What is required: Please return the listing exactly as written, but without its pictures.

Information shown:

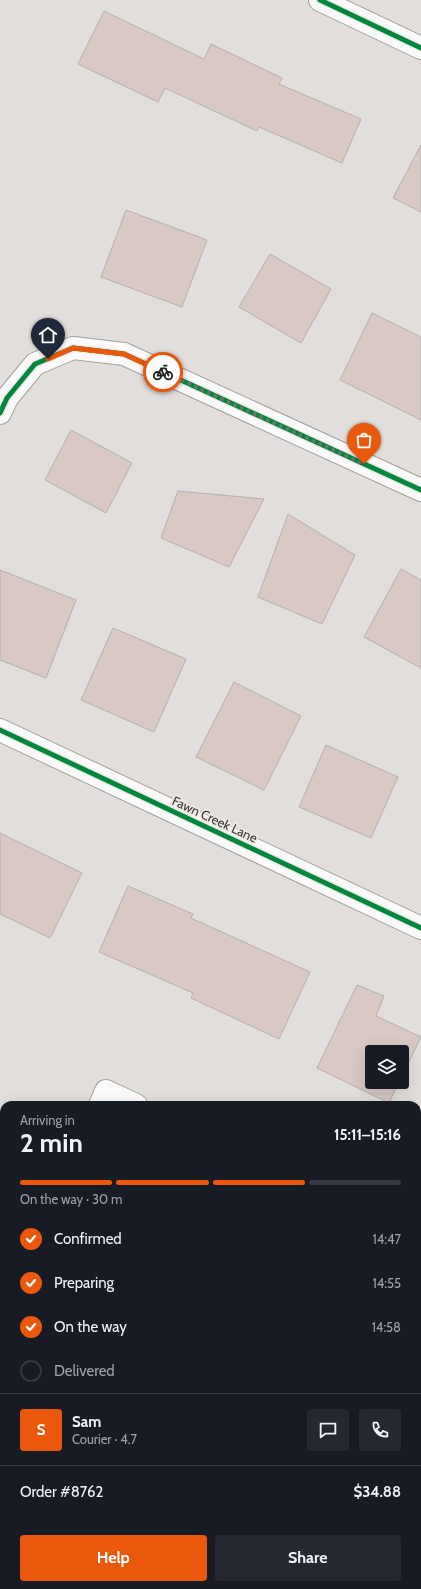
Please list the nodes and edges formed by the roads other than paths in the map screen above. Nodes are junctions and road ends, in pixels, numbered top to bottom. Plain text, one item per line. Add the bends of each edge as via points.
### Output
1 (320, 0) edge
2 (421, 48) edge
3 (0, 413) edge
4 (421, 490) edge
5 (0, 730) edge
6 (421, 928) edge
7 (102, 1101) edge
8 (127, 1101) edge

1 - 2 street
3 - 4 street via 6,398 35,364 73,348 124,354
5 - 6 street, Fawn Creek Lane
7 - 8 street via 106,1091

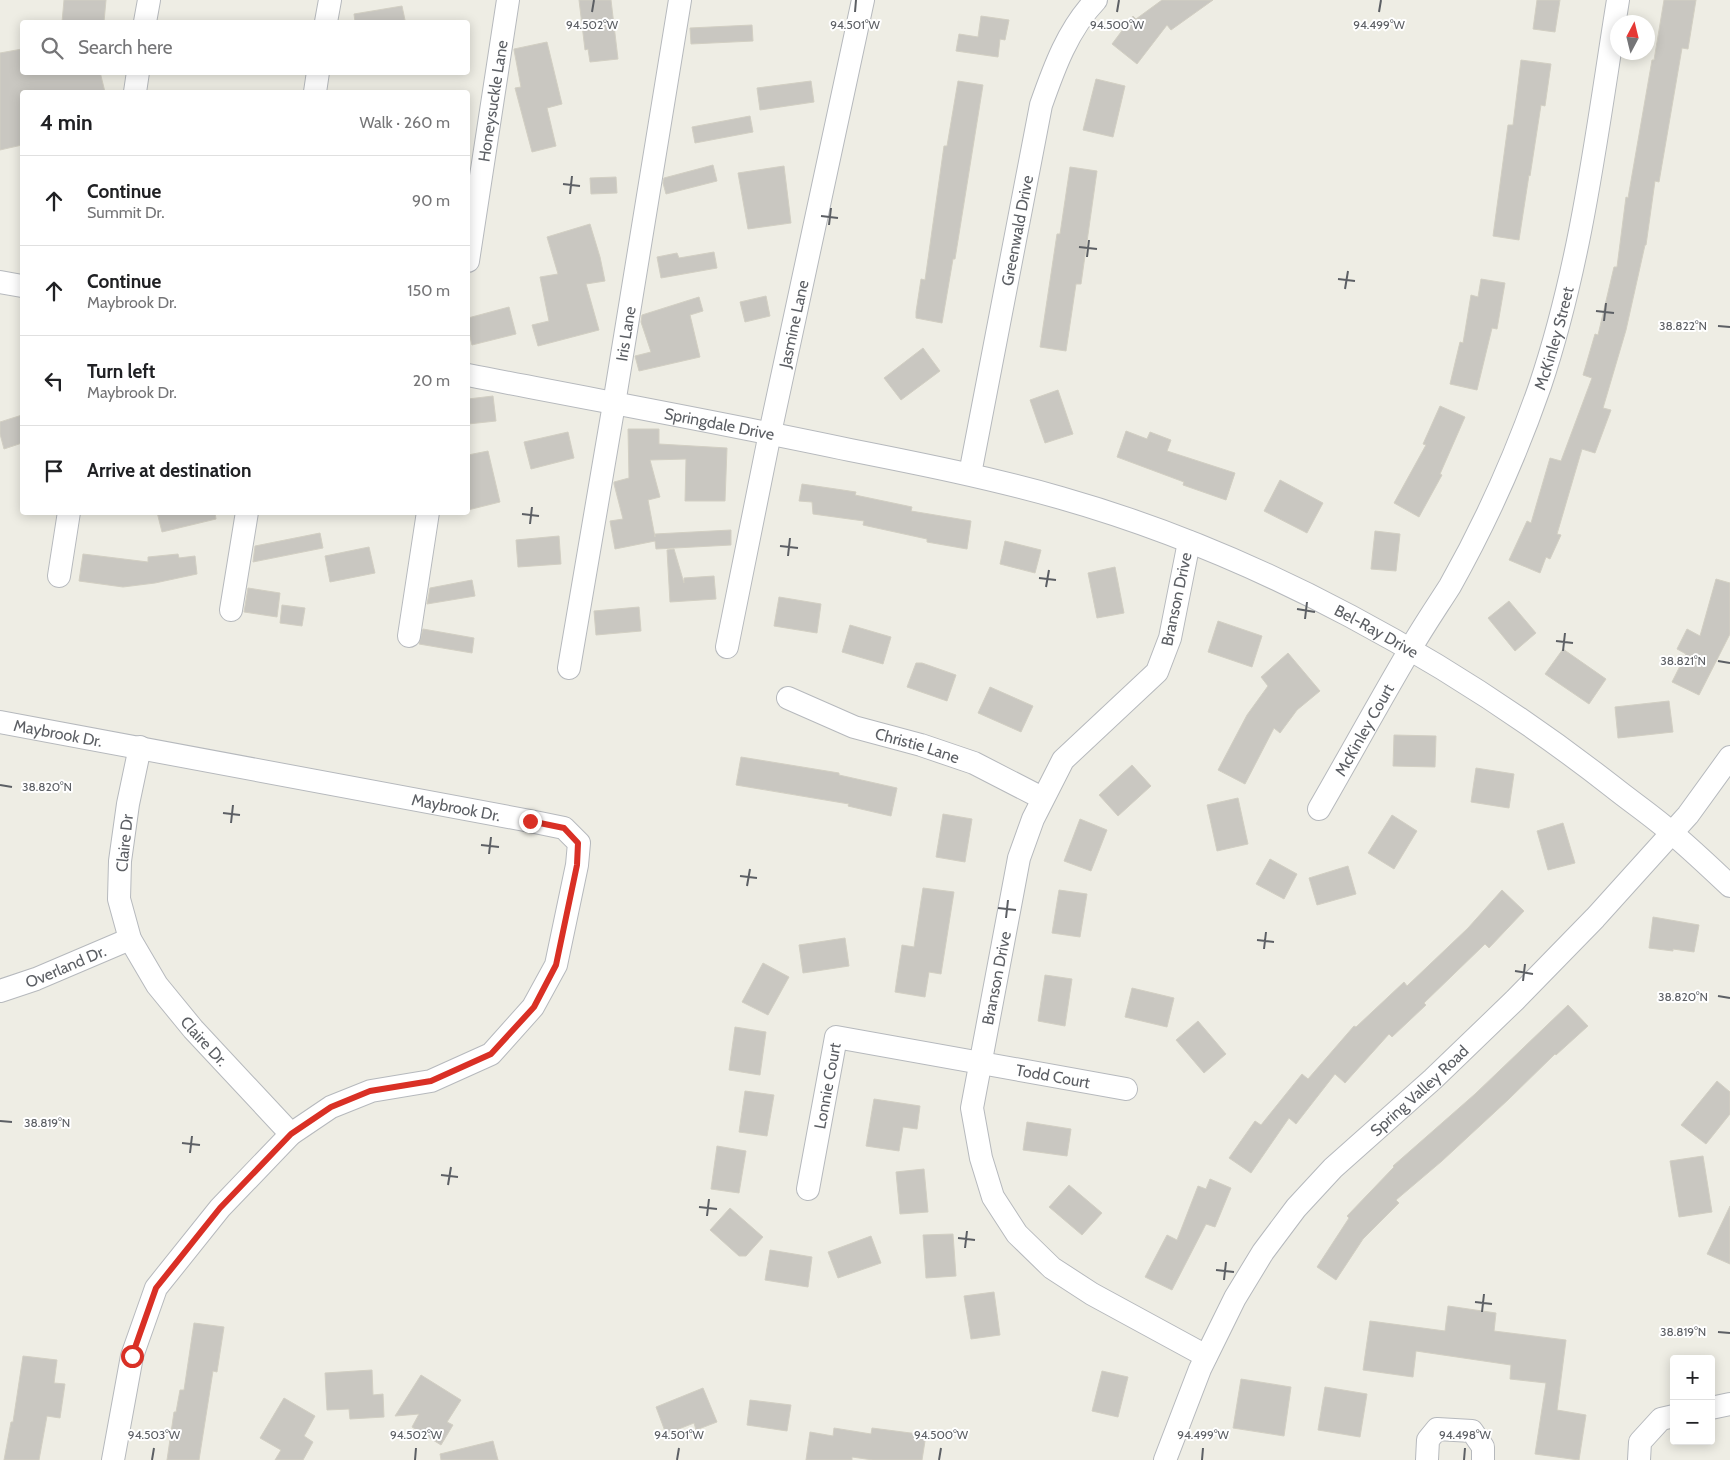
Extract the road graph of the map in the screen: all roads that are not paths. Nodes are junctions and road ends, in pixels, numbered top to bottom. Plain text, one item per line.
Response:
1 (149, 0) edge
2 (330, 0) edge
3 (508, 0) edge
4 (680, 0) edge
5 (863, 0) edge
6 (1096, 0) edge
7 (1618, 0) edge
8 (146, 20) edge
9 (326, 20) edge
10 (138, 75) edge
11 (318, 75) edge
12 (135, 90) edge
13 (315, 90) edge
14 (470, 248) edge
15 (0, 282) edge
16 (20, 286) edge
17 (470, 375) edge
18 (614, 404) junction
19 (770, 433) junction
20 (970, 474) junction
21 (69, 515) edge
22 (247, 515) edge
23 (428, 515) edge
24 (1189, 542) junction
25 (59, 576) dead end
26 (231, 610) dead end
27 (409, 636) dead end
28 (728, 647) dead end
29 (1410, 650) junction
30 (569, 668) dead end
31 (788, 698) dead end
32 (0, 722) edge
33 (140, 747) junction
34 (1730, 756) edge
35 (1042, 798) junction
36 (1319, 809) dead end
37 (1672, 833) junction
38 (1730, 886) edge
39 (130, 939) junction
40 (0, 991) edge
41 (980, 1064) junction
42 (1126, 1089) dead end
43 (291, 1134) junction
44 (808, 1189) dead end
45 (1206, 1356) junction
46 (1730, 1404) edge
47 (1715, 1407) edge
48 (1670, 1417) edge
49 (113, 1460) edge
50 (1165, 1460) edge
51 (1426, 1460) edge
52 (1483, 1460) edge
53 (1639, 1460) edge

1 - 8 street
2 - 9 street
3 - 14 street, Honeysuckle Lane
4 - 18 street, Iris Lane
5 - 19 street, Jasmine Lane
6 - 20 street, Greenwald Drive
7 - 29 street, McKinley Street
10 - 12 street
11 - 13 street
15 - 16 street
17 - 18 street, Springdale Drive
18 - 19 street, Springdale Drive
18 - 30 street, Iris Lane
19 - 20 street, Springdale Drive
19 - 28 street, Jasmine Lane
20 - 24 street, Bel-Ray Drive
21 - 25 street
22 - 26 street
23 - 27 street
24 - 29 street, Bel-Ray Drive
24 - 35 street, Branson Drive
29 - 36 street, McKinley Court
29 - 37 street, Bel-Ray Drive
31 - 35 street, Christie Lane
32 - 33 street, Maybrook Dr.
33 - 39 street, Claire Dr
33 - 43 street, Maybrook Dr.
34 - 37 street, Spring Valley Road
35 - 41 street, Branson Drive
37 - 38 street, Bel-Ray Drive
37 - 45 street, Spring Valley Road
39 - 40 street, Overland Dr.
39 - 43 street, Claire Dr.
41 - 42 street, Todd Court
41 - 44 street, Lonnie Court
41 - 45 street, Branson Drive
43 - 49 street
45 - 50 street, Spring Valley Road
46 - 47 street
48 - 53 street
51 - 52 street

Response below:
Please list the nodes and edges formed by the roads other than paths in the map screen above. Nodes are junctions and road ends, in pixels, numbered top to bottom. Plain text, one item per line. Add the bends of each edge as via points.
### Output
1 (320, 0) edge
2 (421, 48) edge
3 (0, 413) edge
4 (421, 490) edge
5 (0, 730) edge
6 (421, 928) edge
7 (102, 1101) edge
8 (127, 1101) edge

1 - 2 street
3 - 4 street via 6,398 35,364 73,348 124,354
5 - 6 street, Fawn Creek Lane
7 - 8 street via 106,1091

Extract the road graph of the map in the screen: all roads that are not paths. Nodes are junctions and road ends, in pixels, numbered top to bottom. Plain text, one item per line.
Response:
1 (149, 0) edge
2 (330, 0) edge
3 (508, 0) edge
4 (680, 0) edge
5 (863, 0) edge
6 (1096, 0) edge
7 (1618, 0) edge
8 (146, 20) edge
9 (326, 20) edge
10 (138, 75) edge
11 (318, 75) edge
12 (135, 90) edge
13 (315, 90) edge
14 (470, 248) edge
15 (0, 282) edge
16 (20, 286) edge
17 (470, 375) edge
18 (614, 404) junction
19 (770, 433) junction
20 (970, 474) junction
21 (69, 515) edge
22 (247, 515) edge
23 (428, 515) edge
24 (1189, 542) junction
25 (59, 576) dead end
26 (231, 610) dead end
27 (409, 636) dead end
28 (728, 647) dead end
29 (1410, 650) junction
30 (569, 668) dead end
31 (788, 698) dead end
32 (0, 722) edge
33 (140, 747) junction
34 (1730, 756) edge
35 (1042, 798) junction
36 (1319, 809) dead end
37 (1672, 833) junction
38 (1730, 886) edge
39 (130, 939) junction
40 (0, 991) edge
41 (980, 1064) junction
42 (1126, 1089) dead end
43 (291, 1134) junction
44 (808, 1189) dead end
45 (1206, 1356) junction
46 (1730, 1404) edge
47 (1715, 1407) edge
48 (1670, 1417) edge
49 (113, 1460) edge
50 (1165, 1460) edge
51 (1426, 1460) edge
52 (1483, 1460) edge
53 (1639, 1460) edge

1 - 8 street
2 - 9 street
3 - 14 street, Honeysuckle Lane
4 - 18 street, Iris Lane
5 - 19 street, Jasmine Lane
6 - 20 street, Greenwald Drive
7 - 29 street, McKinley Street
10 - 12 street
11 - 13 street
15 - 16 street
17 - 18 street, Springdale Drive
18 - 19 street, Springdale Drive
18 - 30 street, Iris Lane
19 - 20 street, Springdale Drive
19 - 28 street, Jasmine Lane
20 - 24 street, Bel-Ray Drive
21 - 25 street
22 - 26 street
23 - 27 street
24 - 29 street, Bel-Ray Drive
24 - 35 street, Branson Drive
29 - 36 street, McKinley Court
29 - 37 street, Bel-Ray Drive
31 - 35 street, Christie Lane
32 - 33 street, Maybrook Dr.
33 - 39 street, Claire Dr
33 - 43 street, Maybrook Dr.
34 - 37 street, Spring Valley Road
35 - 41 street, Branson Drive
37 - 38 street, Bel-Ray Drive
37 - 45 street, Spring Valley Road
39 - 40 street, Overland Dr.
39 - 43 street, Claire Dr.
41 - 42 street, Todd Court
41 - 44 street, Lonnie Court
41 - 45 street, Branson Drive
43 - 49 street
45 - 50 street, Spring Valley Road
46 - 47 street
48 - 53 street
51 - 52 street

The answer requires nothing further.